Guterres discursava perante a Assembleia-Geral das Nações Unidas (ONU), que hoje assinala o Dia Internacional em Memória das Vítimas da Escravidão e do Tráfico Transatlântico de Escravos, e recordou que por mais de quatro séculos, africanos foram "escravizados, sequestrados, traficados, desumanizados, abusados e explorados".
"A profundidade e a escala da crueldade, desumanidade e depravação dessa prática são incompreensíveis.

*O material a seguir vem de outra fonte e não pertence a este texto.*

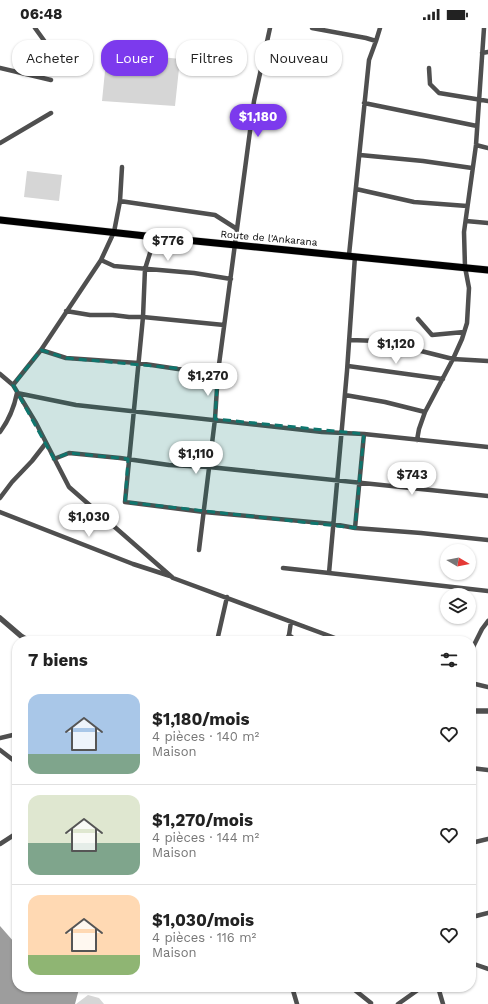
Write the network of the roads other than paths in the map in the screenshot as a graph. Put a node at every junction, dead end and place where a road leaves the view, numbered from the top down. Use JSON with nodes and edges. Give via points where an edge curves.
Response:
{"nodes":[{"id":1,"x":35,"y":28,"type":"edge"},
{"id":2,"x":270,"y":28,"type":"edge"},
{"id":3,"x":312,"y":28,"type":"edge"},
{"id":4,"x":380,"y":28,"type":"edge"},
{"id":5,"x":484,"y":28,"type":"edge"},
{"id":6,"x":44,"y":40,"type":"edge"},
{"id":7,"x":376,"y":42,"type":"junction"},
{"id":8,"x":488,"y":52,"type":"edge"},
{"id":9,"x":482,"y":53,"type":"junction"},
{"id":10,"x":0,"y":68,"type":"edge"},
{"id":11,"x":429,"y":68,"type":"dead end"},
{"id":12,"x":51,"y":80,"type":"dead end"},
{"id":13,"x":479,"y":100,"type":"junction"},
{"id":14,"x":488,"y":101,"type":"edge"},
{"id":15,"x":364,"y":103,"type":"junction"},
{"id":16,"x":51,"y":113,"type":"dead end"},
{"id":17,"x":477,"y":126,"type":"junction"},
{"id":18,"x":0,"y":143,"type":"edge"},
{"id":19,"x":476,"y":145,"type":"junction"},
{"id":20,"x":488,"y":148,"type":"edge"},
{"id":21,"x":360,"y":155,"type":"junction"},
{"id":22,"x":122,"y":167,"type":"dead end"},
{"id":23,"x":472,"y":168,"type":"junction"},
{"id":24,"x":356,"y":189,"type":"junction"},
{"id":25,"x":120,"y":201,"type":"junction"},
{"id":26,"x":467,"y":206,"type":"junction"},
{"id":27,"x":0,"y":220,"type":"edge"},
{"id":28,"x":466,"y":221,"type":"junction"},
{"id":29,"x":488,"y":223,"type":"edge"},
{"id":30,"x":237,"y":229,"type":"junction"},
{"id":31,"x":114,"y":232,"type":"junction"},
{"id":32,"x":155,"y":237,"type":"junction"},
{"id":33,"x":235,"y":245,"type":"junction"},
{"id":34,"x":352,"y":256,"type":"junction"},
{"id":35,"x":101,"y":260,"type":"junction"},
{"id":36,"x":465,"y":267,"type":"junction"},
{"id":37,"x":145,"y":269,"type":"junction"},
{"id":38,"x":488,"y":270,"type":"edge"},
{"id":39,"x":231,"y":279,"type":"junction"},
{"id":40,"x":66,"y":311,"type":"junction"},
{"id":41,"x":143,"y":317,"type":"junction"},
{"id":42,"x":418,"y":319,"type":"dead end"},
{"id":43,"x":224,"y":325,"type":"junction"},
{"id":44,"x":464,"y":332,"type":"junction"},
{"id":45,"x":349,"y":340,"type":"junction"},
{"id":46,"x":41,"y":350,"type":"junction"},
{"id":47,"x":453,"y":358,"type":"junction"},
{"id":48,"x":488,"y":361,"type":"edge"},
{"id":49,"x":138,"y":363,"type":"junction"},
{"id":50,"x":348,"y":366,"type":"junction"},
{"id":51,"x":218,"y":372,"type":"junction"},
{"id":52,"x":0,"y":374,"type":"edge"},
{"id":53,"x":443,"y":378,"type":"junction"},
{"id":54,"x":13,"y":385,"type":"junction"},
{"id":55,"x":17,"y":393,"type":"junction"},
{"id":56,"x":345,"y":395,"type":"junction"},
{"id":57,"x":133,"y":411,"type":"junction"},
{"id":58,"x":425,"y":412,"type":"junction"},
{"id":59,"x":215,"y":419,"type":"junction"},
{"id":60,"x":0,"y":432,"type":"edge"},
{"id":61,"x":341,"y":433,"type":"junction"},
{"id":62,"x":364,"y":434,"type":"junction"},
{"id":63,"x":417,"y":440,"type":"junction"},
{"id":64,"x":46,"y":443,"type":"junction"},
{"id":65,"x":488,"y":447,"type":"edge"},
{"id":66,"x":54,"y":459,"type":"junction"},
{"id":67,"x":128,"y":459,"type":"junction"},
{"id":68,"x":209,"y":467,"type":"junction"},
{"id":69,"x":337,"y":480,"type":"junction"},
{"id":70,"x":359,"y":482,"type":"junction"},
{"id":71,"x":488,"y":496,"type":"edge"},
{"id":72,"x":0,"y":498,"type":"edge"},
{"id":73,"x":0,"y":512,"type":"edge"},
{"id":74,"x":204,"y":512,"type":"junction"},
{"id":75,"x":333,"y":524,"type":"junction"},
{"id":76,"x":355,"y":528,"type":"junction"},
{"id":77,"x":488,"y":540,"type":"edge"},
{"id":78,"x":199,"y":550,"type":"dead end"},
{"id":79,"x":283,"y":568,"type":"dead end"},
{"id":80,"x":329,"y":572,"type":"junction"},
{"id":81,"x":173,"y":578,"type":"junction"},
{"id":82,"x":488,"y":592,"type":"edge"},
{"id":83,"x":227,"y":597,"type":"junction"},
{"id":84,"x":1,"y":621,"type":"edge"},
{"id":85,"x":488,"y":621,"type":"edge"},
{"id":86,"x":291,"y":622,"type":"junction"},
{"id":87,"x":289,"y":635,"type":"edge"},
{"id":88,"x":21,"y":636,"type":"edge"},
{"id":89,"x":218,"y":636,"type":"edge"},
{"id":90,"x":329,"y":636,"type":"edge"},
{"id":91,"x":476,"y":641,"type":"edge"},
{"id":92,"x":476,"y":684,"type":"edge"},
{"id":93,"x":488,"y":687,"type":"edge"},
{"id":94,"x":476,"y":711,"type":"edge"},
{"id":95,"x":488,"y":711,"type":"edge"},
{"id":96,"x":12,"y":735,"type":"edge"},
{"id":97,"x":0,"y":738,"type":"edge"},
{"id":98,"x":0,"y":750,"type":"edge"},
{"id":99,"x":12,"y":759,"type":"edge"},
{"id":100,"x":476,"y":769,"type":"edge"},
{"id":101,"x":488,"y":770,"type":"edge"},
{"id":102,"x":12,"y":836,"type":"edge"},
{"id":103,"x":488,"y":839,"type":"edge"},
{"id":104,"x":476,"y":842,"type":"edge"},
{"id":105,"x":0,"y":844,"type":"edge"},
{"id":106,"x":488,"y":913,"type":"edge"},
{"id":107,"x":476,"y":916,"type":"edge"},
{"id":108,"x":476,"y":965,"type":"edge"},
{"id":109,"x":488,"y":969,"type":"edge"},
{"id":110,"x":293,"y":992,"type":"edge"},
{"id":111,"x":357,"y":992,"type":"edge"},
{"id":112,"x":415,"y":992,"type":"edge"},
{"id":113,"x":439,"y":992,"type":"edge"},
{"id":114,"x":371,"y":1003,"type":"edge"},
{"id":115,"x":297,"y":1004,"type":"edge"},
{"id":116,"x":398,"y":1004,"type":"edge"},
{"id":117,"x":443,"y":1004,"type":"edge"}],
"edges":[{"from":1,"to":6,"type":"street"},
{"from":2,"to":30,"type":"street","via":[[254,101]]},
{"from":3,"to":7,"type":"street"},
{"from":4,"to":7,"type":"street"},
{"from":5,"to":9,"type":"street"},
{"from":7,"to":15,"type":"street","via":[[369,60]]},
{"from":8,"to":9,"type":"street"},
{"from":9,"to":13,"type":"street"},
{"from":10,"to":12,"type":"street"},
{"from":11,"to":13,"type":"street","via":[[430,84],[439,93]]},
{"from":13,"to":14,"type":"street"},
{"from":13,"to":17,"type":"street"},
{"from":15,"to":17,"type":"street"},
{"from":15,"to":21,"type":"street"},
{"from":16,"to":18,"type":"street"},
{"from":17,"to":19,"type":"street"},
{"from":19,"to":20,"type":"street"},
{"from":19,"to":23,"type":"street"},
{"from":21,"to":23,"type":"street"},
{"from":21,"to":24,"type":"street"},
{"from":22,"to":25,"type":"street"},
{"from":23,"to":26,"type":"street"},
{"from":24,"to":26,"type":"street","via":[[414,202]]},
{"from":24,"to":34,"type":"street"},
{"from":25,"to":30,"type":"street","via":[[215,215]]},
{"from":25,"to":31,"type":"street"},
{"from":26,"to":28,"type":"street"},
{"from":27,"to":31,"type":"main road","name":"Route de l'Ankarana"},
{"from":28,"to":29,"type":"street"},
{"from":28,"to":36,"type":"street"},
{"from":30,"to":33,"type":"street"},
{"from":31,"to":32,"type":"main road","name":"Route de l'Ankarana"},
{"from":31,"to":35,"type":"street"},
{"from":32,"to":33,"type":"main road","name":"Route de l'Ankarana"},
{"from":32,"to":37,"type":"street"},
{"from":33,"to":34,"type":"main road","name":"Route de l'Ankarana"},
{"from":33,"to":39,"type":"street"},
{"from":34,"to":36,"type":"main road","name":"Route de l'Ankarana"},
{"from":34,"to":45,"type":"street"},
{"from":35,"to":37,"type":"street","via":[[114,266]]},
{"from":35,"to":40,"type":"street"},
{"from":36,"to":38,"type":"main road","name":"Route de l'Ankarana"},
{"from":36,"to":44,"type":"street","via":[[469,288]]},
{"from":37,"to":39,"type":"street"},
{"from":37,"to":41,"type":"street"},
{"from":39,"to":43,"type":"street"},
{"from":40,"to":41,"type":"street","via":[[90,315]]},
{"from":40,"to":46,"type":"street"},
{"from":41,"to":43,"type":"street"},
{"from":41,"to":49,"type":"street"},
{"from":42,"to":44,"type":"street","via":[[432,335]]},
{"from":43,"to":51,"type":"street"},
{"from":44,"to":47,"type":"street"},
{"from":45,"to":47,"type":"street","via":[[381,342]]},
{"from":45,"to":50,"type":"street"},
{"from":46,"to":49,"type":"street","via":[[66,358]]},
{"from":46,"to":54,"type":"street"},
{"from":47,"to":48,"type":"street"},
{"from":47,"to":53,"type":"street"},
{"from":49,"to":51,"type":"street"},
{"from":49,"to":57,"type":"street"},
{"from":50,"to":53,"type":"street"},
{"from":50,"to":56,"type":"street"},
{"from":51,"to":59,"type":"street"},
{"from":52,"to":54,"type":"street"},
{"from":53,"to":58,"type":"street"},
{"from":54,"to":55,"type":"street"},
{"from":55,"to":57,"type":"street","via":[[76,405]]},
{"from":55,"to":60,"type":"street","via":[[14,407]]},
{"from":55,"to":64,"type":"street"},
{"from":56,"to":58,"type":"street"},
{"from":56,"to":61,"type":"street"},
{"from":57,"to":59,"type":"street"},
{"from":57,"to":67,"type":"street"},
{"from":58,"to":63,"type":"street"},
{"from":59,"to":61,"type":"street"},
{"from":59,"to":68,"type":"street"},
{"from":61,"to":62,"type":"street"},
{"from":61,"to":69,"type":"street"},
{"from":62,"to":63,"type":"street"},
{"from":62,"to":70,"type":"street"},
{"from":63,"to":65,"type":"street"},
{"from":64,"to":66,"type":"street"},
{"from":64,"to":72,"type":"street"},
{"from":66,"to":67,"type":"street","via":[[69,453]]},
{"from":66,"to":81,"type":"street","via":[[69,487]]},
{"from":67,"to":68,"type":"street"},
{"from":67,"to":74,"type":"street","via":[[125,502]]},
{"from":68,"to":69,"type":"street"},
{"from":68,"to":74,"type":"street"},
{"from":69,"to":70,"type":"street"},
{"from":69,"to":75,"type":"street"},
{"from":70,"to":71,"type":"street"},
{"from":70,"to":76,"type":"street"},
{"from":73,"to":81,"type":"street"},
{"from":74,"to":75,"type":"street"},
{"from":74,"to":78,"type":"street"},
{"from":75,"to":76,"type":"street"},
{"from":75,"to":80,"type":"street"},
{"from":76,"to":77,"type":"street"},
{"from":79,"to":80,"type":"street"},
{"from":80,"to":82,"type":"street"},
{"from":81,"to":83,"type":"street"},
{"from":83,"to":86,"type":"street"},
{"from":83,"to":89,"type":"street"},
{"from":84,"to":88,"type":"street"},
{"from":85,"to":91,"type":"street"},
{"from":86,"to":87,"type":"street"},
{"from":86,"to":90,"type":"street"},
{"from":92,"to":93,"type":"street"},
{"from":94,"to":95,"type":"street"},
{"from":96,"to":97,"type":"street"},
{"from":98,"to":99,"type":"street"},
{"from":100,"to":101,"type":"street"},
{"from":102,"to":105,"type":"street"},
{"from":103,"to":104,"type":"street"},
{"from":106,"to":107,"type":"street"},
{"from":108,"to":109,"type":"street"},
{"from":110,"to":115,"type":"street"},
{"from":111,"to":114,"type":"street"},
{"from":112,"to":116,"type":"street"},
{"from":113,"to":117,"type":"street"}]}
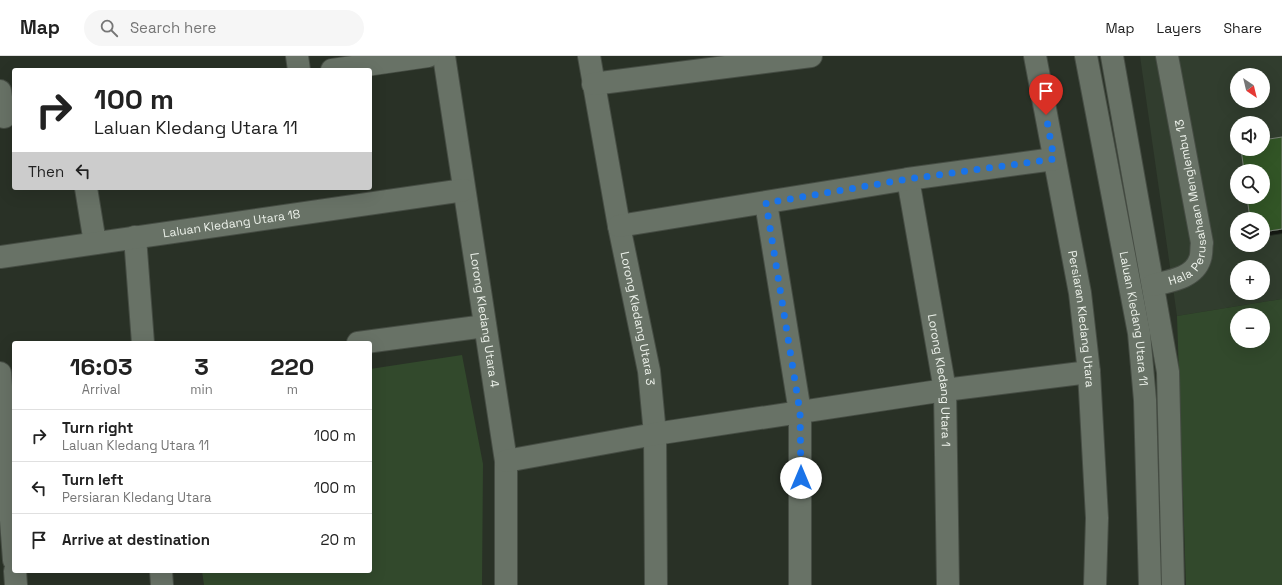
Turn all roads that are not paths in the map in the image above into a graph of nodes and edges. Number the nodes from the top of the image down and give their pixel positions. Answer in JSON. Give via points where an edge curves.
{"nodes":[{"id":1,"x":297,"y":56,"type":"edge"},
{"id":2,"x":428,"y":56,"type":"edge"},
{"id":3,"x":444,"y":56,"type":"edge"},
{"id":4,"x":589,"y":56,"type":"edge"},
{"id":5,"x":811,"y":56,"type":"edge"},
{"id":6,"x":1035,"y":56,"type":"edge"},
{"id":7,"x":1086,"y":56,"type":"edge"},
{"id":8,"x":1112,"y":56,"type":"edge"},
{"id":9,"x":1167,"y":56,"type":"edge"},
{"id":10,"x":299,"y":68,"type":"edge"},
{"id":11,"x":346,"y":68,"type":"edge"},
{"id":12,"x":593,"y":84,"type":"junction"},
{"id":13,"x":0,"y":91,"type":"edge"},
{"id":14,"x":6,"y":117,"type":"edge"},
{"id":15,"x":1054,"y":159,"type":"junction"},
{"id":16,"x":908,"y":179,"type":"junction"},
{"id":17,"x":86,"y":190,"type":"edge"},
{"id":18,"x":464,"y":190,"type":"junction"},
{"id":19,"x":766,"y":203,"type":"junction"},
{"id":20,"x":619,"y":226,"type":"junction"},
{"id":21,"x":135,"y":237,"type":"junction"},
{"id":22,"x":95,"y":243,"type":"junction"},
{"id":23,"x":0,"y":257,"type":"edge"},
{"id":24,"x":1153,"y":285,"type":"junction"},
{"id":25,"x":485,"y":326,"type":"junction"},
{"id":26,"x":143,"y":341,"type":"edge"},
{"id":27,"x":372,"y":341,"type":"edge"},
{"id":28,"x":1089,"y":372,"type":"junction"},
{"id":29,"x":0,"y":373,"type":"edge"},
{"id":30,"x":945,"y":390,"type":"junction"},
{"id":31,"x":800,"y":412,"type":"junction"},
{"id":32,"x":655,"y":434,"type":"junction"},
{"id":33,"x":3,"y":461,"type":"edge"},
{"id":34,"x":506,"y":461,"type":"junction"},
{"id":35,"x":9,"y":531,"type":"edge"},
{"id":36,"x":12,"y":548,"type":"edge"},
{"id":37,"x":15,"y":573,"type":"edge"},
{"id":38,"x":161,"y":573,"type":"edge"},
{"id":39,"x":16,"y":585,"type":"edge"},
{"id":40,"x":162,"y":585,"type":"edge"},
{"id":41,"x":506,"y":585,"type":"edge"},
{"id":42,"x":656,"y":585,"type":"edge"},
{"id":43,"x":800,"y":585,"type":"edge"},
{"id":44,"x":948,"y":585,"type":"edge"},
{"id":45,"x":1096,"y":585,"type":"edge"},
{"id":46,"x":1150,"y":585,"type":"edge"},
{"id":47,"x":1172,"y":585,"type":"edge"}],
"edges":[{"from":1,"to":10,"type":"street"},
{"from":2,"to":11,"type":"street"},
{"from":3,"to":18,"type":"street","name":"Lorong Kledang Utara 4"},
{"from":4,"to":12,"type":"street","name":"Lorong Kledang Utara 3"},
{"from":5,"to":12,"type":"street"},
{"from":6,"to":15,"type":"street","name":"Persiaran Kledang Utara"},
{"from":7,"to":46,"type":"street","name":"Laluan Kledang Utara 11","via":[[1139,333],[1145,400]]},
{"from":8,"to":24,"type":"street","name":"Laluan Kledang Utara 11"},
{"from":9,"to":24,"type":"street","name":"Hala Perusahaan Menglembu 13","via":[[1202,243],[1200,258],[1192,272]]},
{"from":12,"to":20,"type":"street","name":"Lorong Kledang Utara 3"},
{"from":13,"to":14,"type":"street"},
{"from":15,"to":16,"type":"street"},
{"from":15,"to":28,"type":"street","name":"Persiaran Kledang Utara","via":[[1080,293]]},
{"from":16,"to":19,"type":"street"},
{"from":16,"to":30,"type":"street","name":"Lorong Kledang Utara 1"},
{"from":17,"to":22,"type":"street"},
{"from":18,"to":21,"type":"street","name":"Laluan Kledang Utara 18"},
{"from":18,"to":25,"type":"street","name":"Lorong Kledang Utara 4"},
{"from":19,"to":20,"type":"street"},
{"from":19,"to":31,"type":"street"},
{"from":20,"to":32,"type":"street","name":"Lorong Kledang Utara 3","via":[[649,370]]},
{"from":21,"to":22,"type":"street","name":"Laluan Kledang Utara 18"},
{"from":21,"to":26,"type":"street"},
{"from":22,"to":23,"type":"street","name":"Laluan Kledang Utara 18"},
{"from":24,"to":47,"type":"street","name":"Laluan Kledang Utara 11","via":[[1168,372]]},
{"from":25,"to":27,"type":"street"},
{"from":25,"to":34,"type":"street","name":"Lorong Kledang Utara 4"},
{"from":28,"to":30,"type":"street"},
{"from":28,"to":45,"type":"street","name":"Persiaran Kledang Utara","via":[[1097,518]]},
{"from":29,"to":33,"type":"street"},
{"from":30,"to":31,"type":"street"},
{"from":30,"to":44,"type":"street","name":"Lorong Kledang Utara 1"},
{"from":31,"to":32,"type":"street"},
{"from":31,"to":43,"type":"street"},
{"from":32,"to":34,"type":"street"},
{"from":32,"to":42,"type":"street","name":"Lorong Kledang Utara 3"},
{"from":33,"to":35,"type":"street"},
{"from":34,"to":41,"type":"street","name":"Lorong Kledang Utara 4"},
{"from":35,"to":36,"type":"street"},
{"from":37,"to":39,"type":"street"},
{"from":38,"to":40,"type":"street"}]}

Assim também é o sofrimento, o medo, a dor e a miséria suportados por milhões de pessoas exploradas por lucro", afirmou, admitindo que os impactos resultaram em famílias dilaceradas e comunidades dizimadas.
"Lamento profundamente que vários países --- incluindo o meu --- se tenham envolvido nesse comércio imoral", sublinhou Guterres, referindo o papel de Portugal nesse sistema.
O ex-primeiro-ministro português criticou o comércio "movido pela ganância e construído sobre mentiras --- particularmente a mentira da supremacia branca -, um comércio possibilitado por seguradoras, banqueiros, companhias de navegação, sistemas legais e muito mais, que viu indivíduos, instituições e corporações acumularem riquezas inimagináveis às custas do sofrimento humano".
O líder da ONU lembrou que quando a escravidão foi oficialmente abolida, não foram os escravizados que foram compensados, mas sim os escravizadores, que receberam reparações equivalentes a milhares de milhões de dólares.
"Numa reviravolta ainda mais cruel, alguns escravos foram forçados a pagar indemnizações", lamentou Guterres na cerimónia.
Numa reflexão sobre a atualidade, o secretário-geral afirmou que os legados duradouros da escravidão e do colonialismo ainda estão presentes no mundo e pediu que se fortaleça a luta contra esses males.
"Os lucros obscenos derivados da escravidão e as ideologias racistas que sustentavam o comércio ainda estão connosco. O racismo sistémico foi incorporado em instituições, culturas e sistemas sociais. E a exclusão profundamente enraizada, a discriminação racial e a violência continuam a minar a capacidade de muitas pessoas de ascendência africana de prosperar e atingir o seu potencial máximo", reforçou.
Guterres afirmou que graças ao trabalho incansável de líderes e comunidades afetadas, algumas instituições e Estados estão a tomar medidas para reconhecer e abordar os impactos do seu passado colonial.
"É um começo. Mas precisamos de muito mais", frisou.
Além de instar os países a cumprir as suas obrigações internacionais, Guterres pediu que os líderes empresariais promovam a igualdade e combatam o racismo e que a sociedade civil continue a pressionar por justiça e se posicione contra o racismo onde e quando surgir.
Na cerimónia de hoje na sede da ONU, em Nova Iorque, esteve também presente Salome Agbaroji, uma jovem norte-americana filha de pais nigerianos e vencedora do Prémio Nacional de Poesia Jovem de 2023, que lembrou que "a segregação, a gentrificação e a discriminação habitacional em todo o mundo contribuem insidiosamente para as disparidades raciais".
Agbaroji comparou essas atitudes a "sistemas de racismo institucionalizado patrocinados pelo Estado" e observou que muitas pessoas negras como ela são "desqualificadas pela cor da pele antes mesmo de colocarem os pés na porta, assumindo a sua incompetência".
Também o escritor nigeriano Wole Soyinka (vencedor do Prémio Nobel de Literatura em 1986) participou no evento e fez um discurso mais literário, sugerindo que a escravidão deveria ser sempre lembrada através de exposições dinâmicas que destaquem o que significou como "história interrompida de um continente (África)".
Essas exposições, que chamou de "o navio da escravidão" --- já que teriam um caráter itinerante, de capital em capital ---, não deveriam apenas recolher objetos saqueados do continente africano, mas também estar abertas às criações da "diáspora africana".